What the Next Generation of Authentication Looks Like

The shift that actually addresses this problem is architectural rather than incremental. Instead of storing credentials and trying to protect them, the approach is to eliminate them entirely.

Session-specific cryptographic keys, generated fresh for every authentication event and never reused or stored, remove the fundamental asset that credential-based attacks target. There's nothing to steal, because nothing persists. A captured key from one session is useless for the next one.

Combine that with decentralized authentication, where no single authority can be compromised to issue fraudulent access, and the attack surface changes fundamentally. There's no KDC to Golden Ticket. No CA to compromise. No hash database to exfiltrate.
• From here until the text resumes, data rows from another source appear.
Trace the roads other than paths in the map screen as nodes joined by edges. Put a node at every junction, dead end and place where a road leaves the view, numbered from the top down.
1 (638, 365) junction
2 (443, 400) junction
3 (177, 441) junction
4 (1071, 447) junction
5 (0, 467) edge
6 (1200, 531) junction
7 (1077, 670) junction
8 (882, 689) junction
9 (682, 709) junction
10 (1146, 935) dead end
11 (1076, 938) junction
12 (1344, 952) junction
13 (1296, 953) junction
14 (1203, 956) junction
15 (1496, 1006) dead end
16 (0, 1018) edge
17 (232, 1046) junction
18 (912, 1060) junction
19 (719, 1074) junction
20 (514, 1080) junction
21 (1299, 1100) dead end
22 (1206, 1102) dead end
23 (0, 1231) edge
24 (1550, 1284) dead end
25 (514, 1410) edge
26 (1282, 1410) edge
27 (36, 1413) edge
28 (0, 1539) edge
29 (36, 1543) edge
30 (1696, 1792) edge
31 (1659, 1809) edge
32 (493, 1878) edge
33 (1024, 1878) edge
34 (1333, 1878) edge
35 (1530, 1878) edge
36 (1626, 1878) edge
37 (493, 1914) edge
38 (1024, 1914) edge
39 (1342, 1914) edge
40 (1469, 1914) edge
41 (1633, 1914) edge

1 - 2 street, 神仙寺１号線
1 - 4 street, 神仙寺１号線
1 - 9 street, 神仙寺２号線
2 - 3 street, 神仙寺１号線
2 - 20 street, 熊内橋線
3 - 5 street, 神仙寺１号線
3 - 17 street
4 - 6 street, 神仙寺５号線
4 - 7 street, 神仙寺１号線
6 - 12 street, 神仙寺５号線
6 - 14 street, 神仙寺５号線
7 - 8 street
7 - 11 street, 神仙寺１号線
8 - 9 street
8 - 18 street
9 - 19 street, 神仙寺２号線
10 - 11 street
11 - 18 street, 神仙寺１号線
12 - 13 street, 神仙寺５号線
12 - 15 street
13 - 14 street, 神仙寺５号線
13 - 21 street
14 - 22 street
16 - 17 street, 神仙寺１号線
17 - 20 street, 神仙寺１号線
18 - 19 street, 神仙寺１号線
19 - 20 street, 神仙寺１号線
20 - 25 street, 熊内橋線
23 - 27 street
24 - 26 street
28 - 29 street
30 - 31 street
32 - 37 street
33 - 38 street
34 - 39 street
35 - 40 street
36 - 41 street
Quantum-resistant cryptography matters here too. Current encryption standards, RSA, ECC, and the algorithms underpinning most existing PKI, are vulnerable to attacks from sufficiently powerful quantum hardware. The timeline on that is debated, but the "harvest now, decrypt later" strategy is already in use by sophisticated adversaries. Data encrypted today can be stored and decrypted once the hardware is available. Transitioning to NIST-approved post-quantum algorithms, like CRYSTALS-Kyber, closes that exposure before it becomes acute.

The operational benefits are real, too. Eliminating password management infrastructure, reducing helpdesk load from MFA lockouts, and removing certificate lifecycle complexity aren't minor efficiencies. For large organizations, the cost reduction is material.

Authentication is still treated, in most organizations, as an infrastructure problem to be managed rather than a design problem to be solved. The layering of additional controls on top of a fundamentally flawed model produces incrementally better outcomes at steadily increasing cost.

The credential model is broken. The question isn't whether to move beyond it. The question is how long it takes for each organization to realize that the answer isn't another layer.